▸ **EXERCISE**
Line count for the string "nodes" in the records below: report that figure and nothing else.

▸ **GIVEN RECORDS**
*****
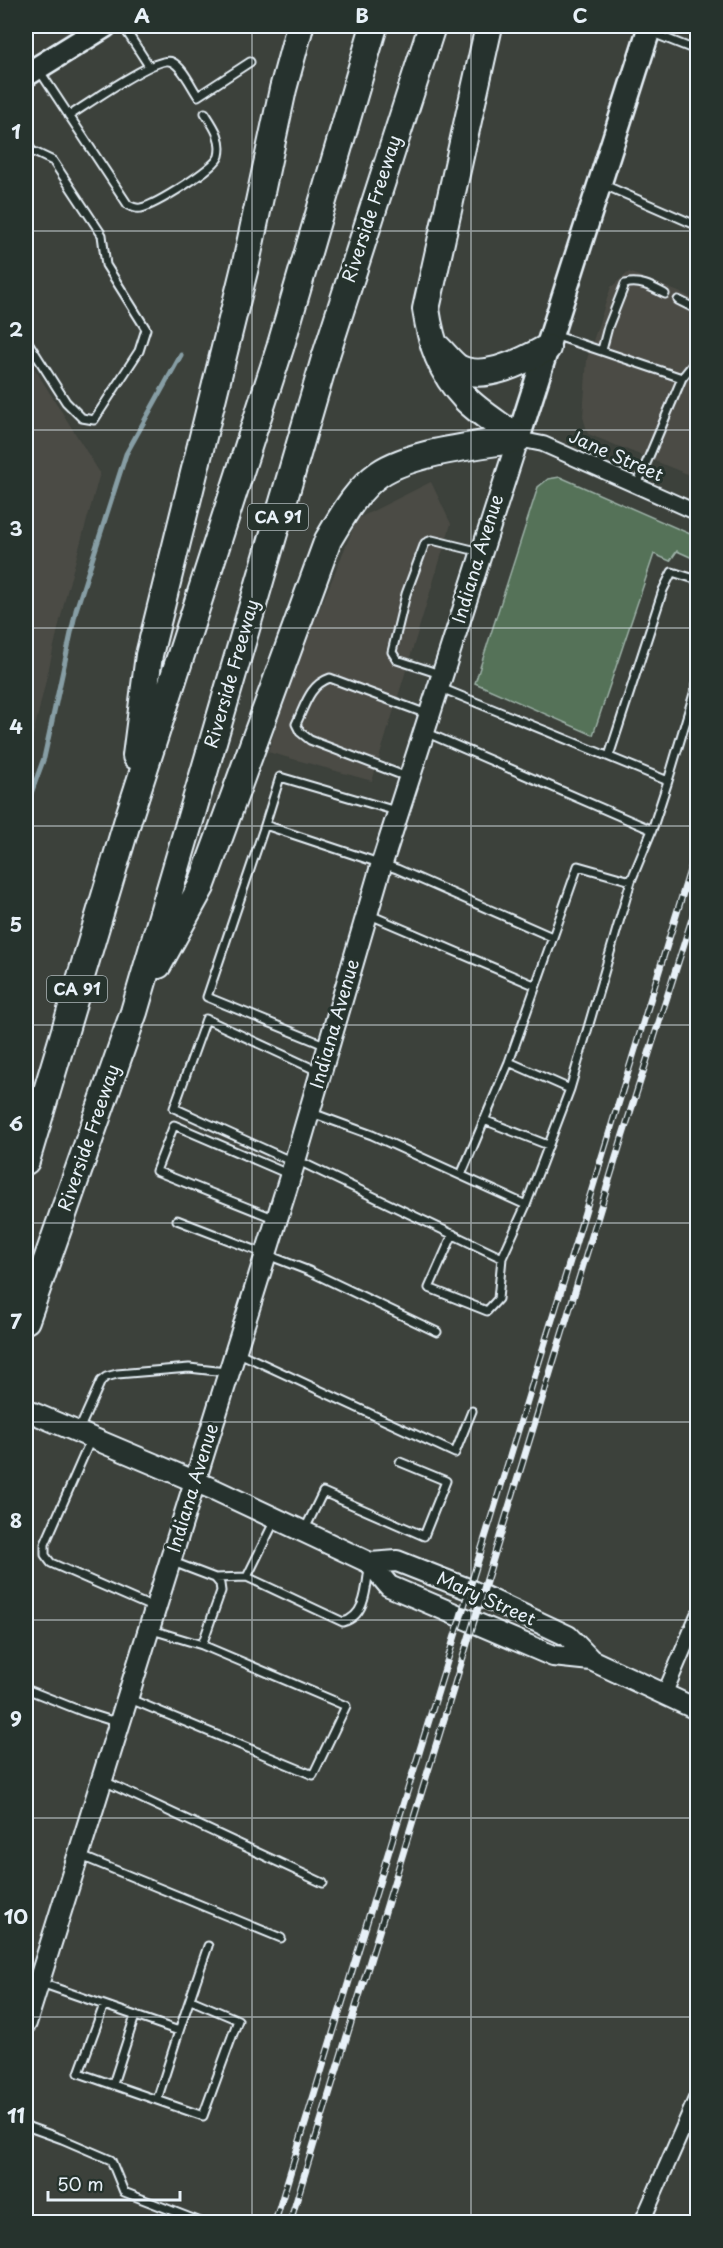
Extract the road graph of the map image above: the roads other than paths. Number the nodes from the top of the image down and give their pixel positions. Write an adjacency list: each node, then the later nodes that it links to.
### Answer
*****
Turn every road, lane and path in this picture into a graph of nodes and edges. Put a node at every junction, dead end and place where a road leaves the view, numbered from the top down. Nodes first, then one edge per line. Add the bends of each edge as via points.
*****
▸ **EXERCISE SOLUTION**
2